What to produce:
Using the records below, locate all lines containing "result" and return them.

====== Stored data ======

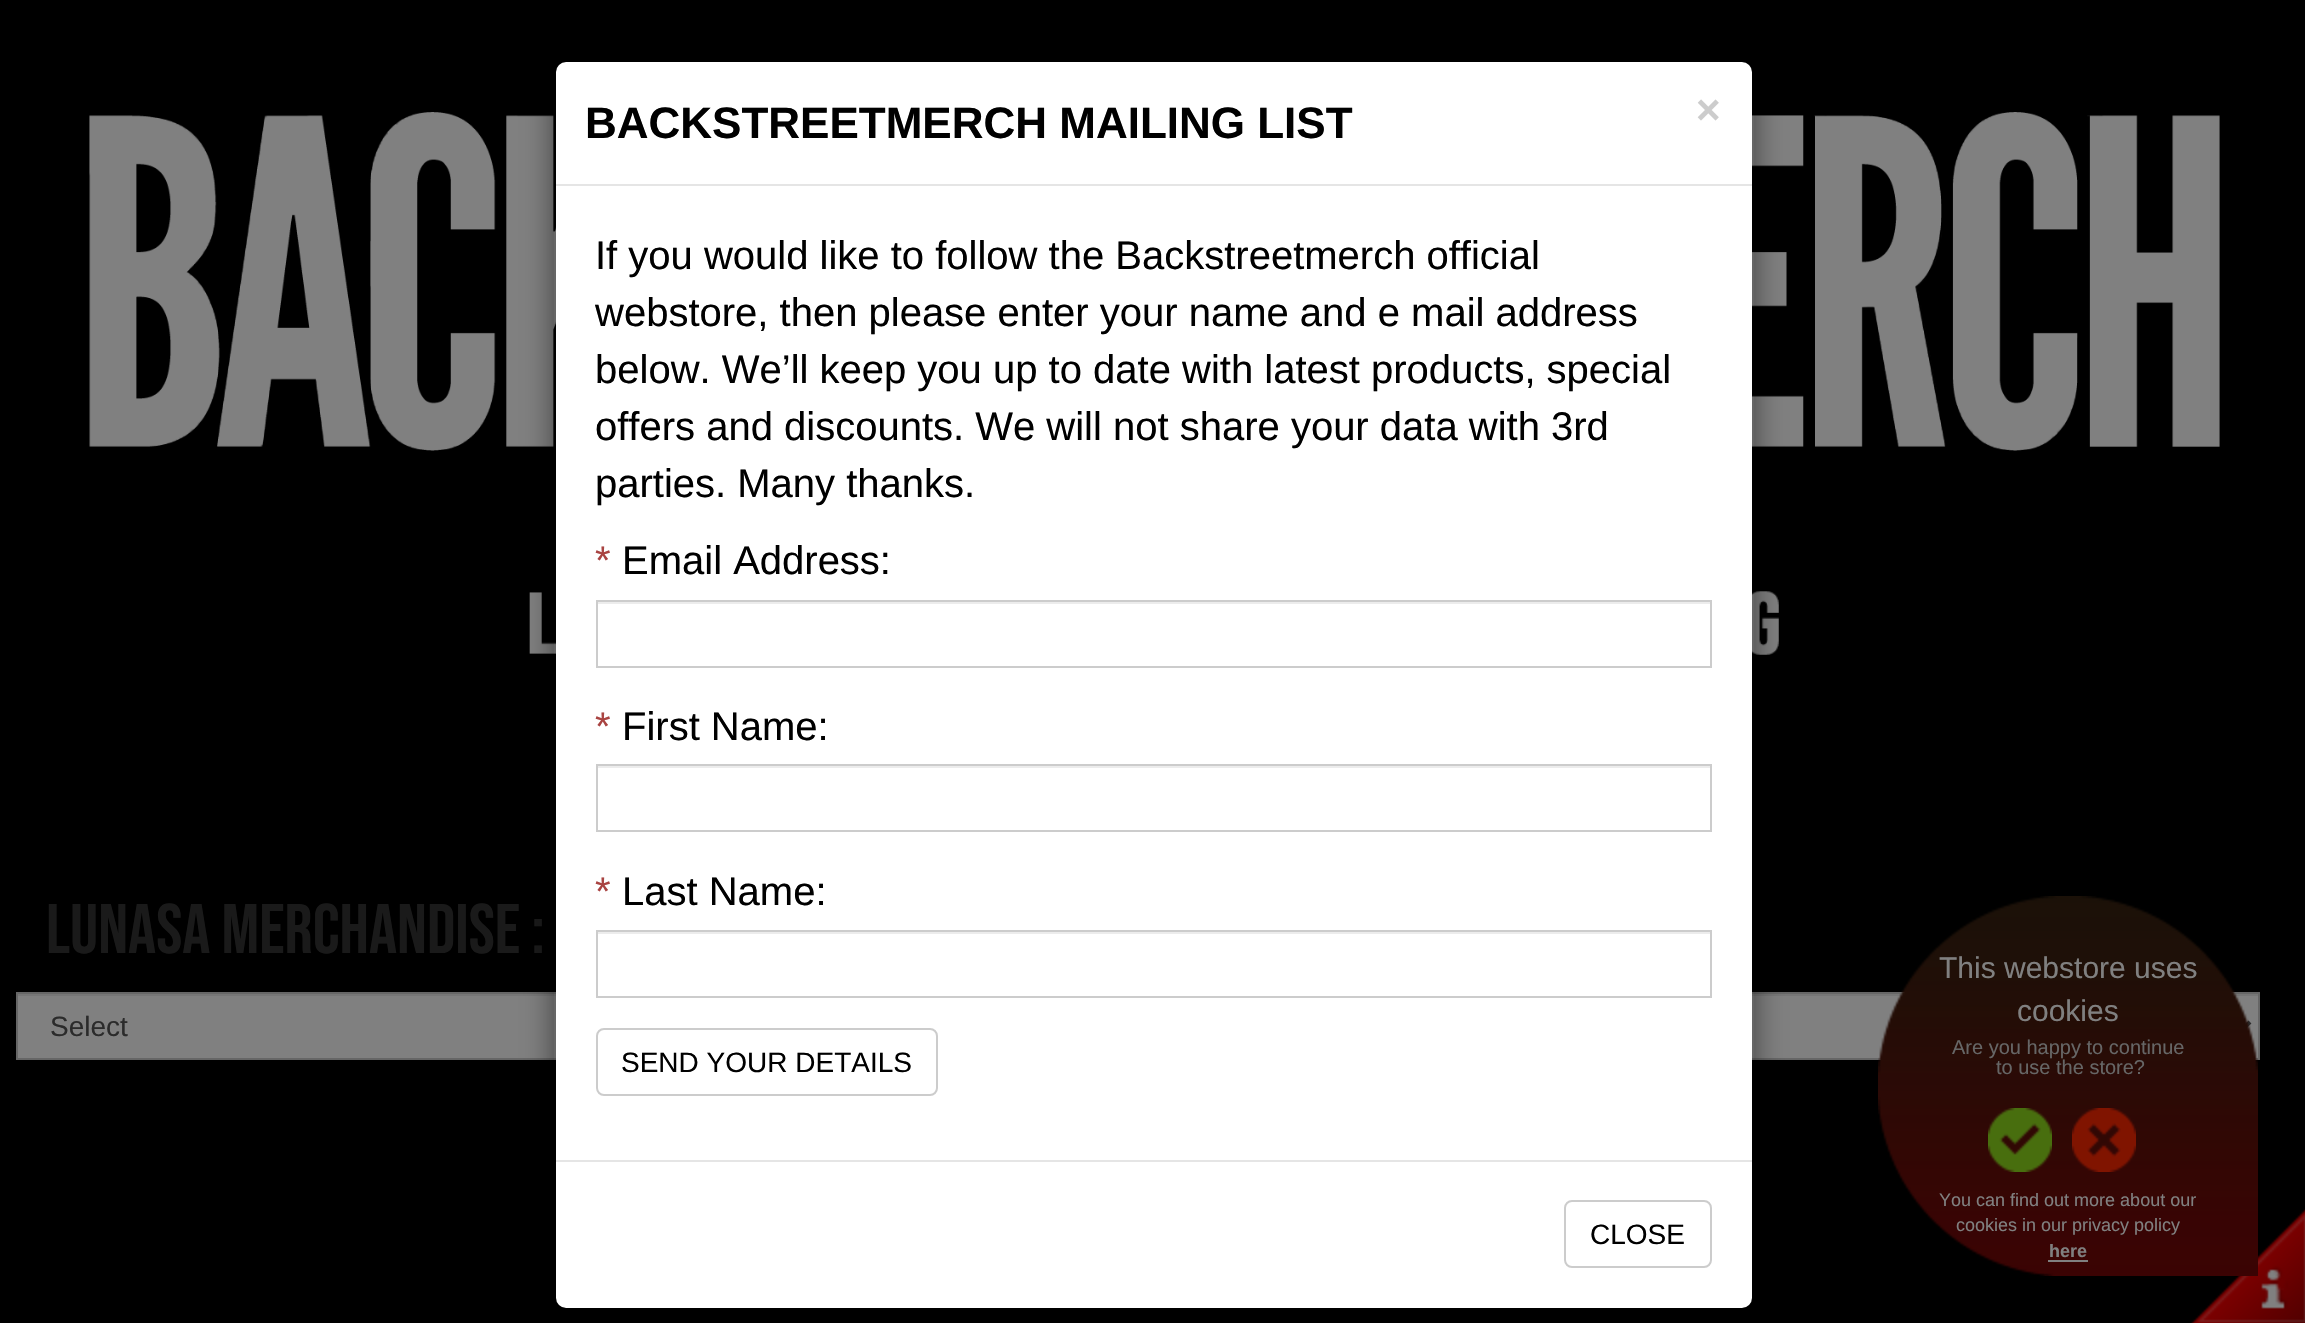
void draw(SkCanvas* canvas) {
	SkPaint paint;
	paint.setAntiAlias(true);
	auto svgPath = [&](const char* data, bool evenOdd = false) {
		SkPath result = *SkParsePath::FromSVGString(data);
		if (evenOdd) result.setFillType(SkPathFillType::kEvenOdd);
		return result;
	};
	canvas->clear(0xff000000);
	canvas->drawImageRect(SkImages::DeferredFromEncodedData(SkData::MakeFromFileName("img1.png")), SkRect::MakeXYWH(89, 112, 2131, 339), SkSamplingOptions());
	canvas->drawImageRect(SkImages::DeferredFromEncodedData(SkData::MakeFromFileName("img2.png")), SkRect::MakeXYWH(529, 591, 1250, 234), SkSamplingOptions());
	SkFont f1(fontMgr->matchFamilyStyle("Bebas Neue", SkFontStyle::Normal()), 70);
	f1.setSubpixel(true);
	paint.setColor(0xff1a1a1a);
	canvas->drawString("LUNASA MERCHANDISE :", 46, 953, f1, paint);
	paint.setColor(0xff808080);
	canvas->drawRect(SkRect::MakeXYWH(18, 996, 538, 62), paint);
	paint.setColor(0xff767676);
	canvas->drawRect(SkRect::MakeXYWH(18, 994, 538, 2), paint);
	paint.setStroke(true);
	paint.setStrokeWidth(2);
	paint.setColor(0xff666666);
	canvas->drawRect(SkRect::MakeXYWH(17, 993, 1136, 66), paint);
	SkFont f2(fontMgr->matchFamilyStyle("Liberation Sans", SkFontStyle::Normal()), 28);
	f2.setSubpixel(true);
	paint.setStroke(false);
	paint.setColor(0xff2b2b2b);
	canvas->drawString("Select", 50, 1036, f2, paint);
	paint.setColor(0xff808080);
	canvas->drawRect(SkRect::MakeXYWH(1752, 996, 506, 62), paint);
	paint.setColor(0xff767676);
	canvas->drawRect(SkRect::MakeXYWH(1752, 994, 506, 2), paint);
	paint.setStroke(true);
	paint.setColor(0xff666666);
	canvas->drawRect(SkRect::MakeXYWH(1185, 993, 1074, 66), paint);
	paint.setStrokeWidth(4);
	paint.setColor(0xff2b2b2b);
	canvas->drawPath(svgPath("M2234 1022L2242 1030L2250 1022"), paint);
	canvas->save();
	canvas->clipPath(svgPath("M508 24H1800V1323H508ZM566 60H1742C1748.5 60 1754 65.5 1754 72V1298C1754 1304.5 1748.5 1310 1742 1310H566C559.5 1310 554 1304.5 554 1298V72C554 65.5 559.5 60 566 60Z", true), true);
	paint.setStroke(false);
	paint.setColor(0x80000000);
	paint.setMaskFilter(SkMaskFilter::MakeBlur(kNormal_SkBlurStyle, 15));
	canvas->drawRoundRect(SkRect::MakeXYWH(554, 70, 1200, 1250), 12, 12, paint);
	paint.setMaskFilter(nullptr);
	canvas->restore();
	paint.setColor(0xffffffff);
	canvas->drawRoundRect(SkRect::MakeXYWH(556, 62, 1196, 1246), 10, 10, paint);
	paint.setStroke(true);
	paint.setStrokeWidth(2);
	paint.setColor(0x33000000);
	canvas->drawRoundRect(SkRect::MakeXYWH(555, 61, 1198, 1248), 11, 11, paint);
	paint.setStroke(false);
	paint.setColor(0xffe5e5e5);
	canvas->drawRect(SkRect::MakeXYWH(556, 184, 1196, 2), paint);
	SkFont f3(fontMgr->matchFamilyStyle("Liberation Sans", SkFontStyle::Bold()), 44);
	f3.setSubpixel(true);
	paint.setColor(0xff000000);
	canvas->drawString("BACKSTREETMERCH MAILING LIST", 585, 138, f3, paint);
	SkFont f4(fontMgr->matchFamilyStyle("Liberation Sans", SkFontStyle::Bold()), 42);
	f4.setSubpixel(true);
	paint.setColor(0xffcccccc);
	canvas->drawString("×", 1696, 124, f4, paint);
	SkFont f5(fontMgr->matchFamilyStyle("Liberation Sans", SkFontStyle::Normal()), 40);
	f5.setSubpixel(true);
	paint.setColor(0xff000000);
	canvas->drawString("If you would like to follow the Backstreetmerch official", 595, 269, f5, paint);
	canvas->drawString("webstore, then please enter your name and e mail address", 595, 326, f5, paint);
	canvas->drawString("below. We’ll keep you up to date with latest products, special", 595, 383, f5, paint);
	canvas->drawString("offers and discounts. We will not share your data with 3rd", 595, 440, f5, paint);
	canvas->drawString("parties. Many thanks.", 595, 497, f5, paint);
	paint.setColor(0xffa94442);
	canvas->drawString("*", 595, 574, f5, paint);
	paint.setColor(0xff000000);
	canvas->drawString("Email Address:", 622, 574, f5, paint);
	paint.setColor(0xffececec);
	canvas->drawRect(SkRect::MakeXYWH(598, 602, 1112, 2), paint);
	paint.setStroke(true);
	paint.setColor(0xffcccccc);
	canvas->drawRect(SkRect::MakeXYWH(597, 601, 1114, 66), paint);
	paint.setStroke(false);
	paint.setColor(0xffa94442);
	canvas->drawString("*", 595, 740, f5, paint);
	paint.setColor(0xff000000);
	canvas->drawString("First Name:", 622, 740, f5, paint);
	paint.setColor(0xffececec);
	canvas->drawRect(SkRect::MakeXYWH(598, 766, 1112, 2), paint);
	paint.setStroke(true);
	paint.setColor(0xffcccccc);
	canvas->drawRect(SkRect::MakeXYWH(597, 765, 1114, 66), paint);
	paint.setStroke(false);
	paint.setColor(0xffa94442);
	canvas->drawString("*", 595, 905, f5, paint);
	paint.setColor(0xff000000);
	canvas->drawString("Last Name:", 622, 905, f5, paint);
	paint.setColor(0xffececec);
	canvas->drawRect(SkRect::MakeXYWH(598, 932, 1112, 2), paint);
	paint.setStroke(true);
	paint.setColor(0xffcccccc);
	canvas->drawRect(SkRect::MakeXYWH(597, 931, 1114, 66), paint);
	canvas->drawRoundRect(SkRect::MakeXYWH(597, 1029, 340, 66), 7, 7, paint);
	paint.setStroke(false);
	paint.setColor(0xff000000);
	canvas->drawString("SEND YOUR DETAILS", 621, 1072, f2, paint);
	paint.setColor(0xffe5e5e5);
	canvas->drawRect(SkRect::MakeXYWH(556, 1160, 1196, 2), paint);
	paint.setStroke(true);
	paint.setColor(0xffcccccc);
	canvas->drawRoundRect(SkRect::MakeXYWH(1565, 1201, 146, 66), 7, 7, paint);
	paint.setStroke(false);
	paint.setColor(0xff000000);
	canvas->drawString("CLOSE", 1590, 1244, f2, paint);
	canvas->drawImageRect(SkImages::DeferredFromEncodedData(SkData::MakeFromFileName("img6.png")), SkRect::MakeXYWH(2191, 1209, 114, 114), SkSamplingOptions());
	canvas->drawImageRect(SkImages::DeferredFromEncodedData(SkData::MakeFromFileName("img3.png")), SkRect::MakeXYWH(1878, 896, 380, 380), SkSamplingOptions());
	SkFont f6(fontMgr->matchFamilyStyle("Liberation Sans", SkFontStyle::Normal()), 30);
	f6.setSubpixel(true);
	paint.setColor(0xff808080);
	canvas->drawString("This webstore uses", 1939, 978, f6, paint);
	canvas->drawString("cookies", 2017, 1021, f6, paint);
	SkFont f7(fontMgr->matchFamilyStyle("Liberation Sans", SkFontStyle::Normal()), 20);
	f7.setSubpixel(true);
	paint.setColor(0xff666666);
	canvas->drawString("Are you happy to continue", 1952, 1054, f7, paint);
	canvas->drawString("to use the store?", 1996, 1074, f7, paint);
	canvas->drawImageRect(SkImages::DeferredFromEncodedData(SkData::MakeFromFileName("img4.png")), SkRect::MakeXYWH(1988, 1108, 64, 64), SkSamplingOptions());
	canvas->drawImageRect(SkImages::DeferredFromEncodedData(SkData::MakeFromFileName("img5.png")), SkRect::MakeXYWH(2072, 1108, 64, 64), SkSamplingOptions());
	SkFont f8(fontMgr->matchFamilyStyle("Liberation Sans", SkFontStyle::Normal()), 18);
	f8.setSubpixel(true);
	paint.setColor(0xff808080);
	canvas->drawString("You can find out more about our", 1939, 1206, f8, paint);
	canvas->drawString("cookies in our privacy policy", 1956, 1231, f8, paint);
	SkFont f9(fontMgr->matchFamilyStyle("Liberation Sans", SkFontStyle::Bold()), 18);
	f9.setSubpixel(true);
	canvas->drawString("here", 2049, 1257, f9, paint);
	canvas->drawRect(SkRect::MakeXYWH(2048, 1260, 40, 2), paint);
}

======

Problem solution:
		SkPath result = *SkParsePath::FromSVGString(data);
		if (evenOdd) result.setFillType(SkPathFillType::kEvenOdd);
		return result;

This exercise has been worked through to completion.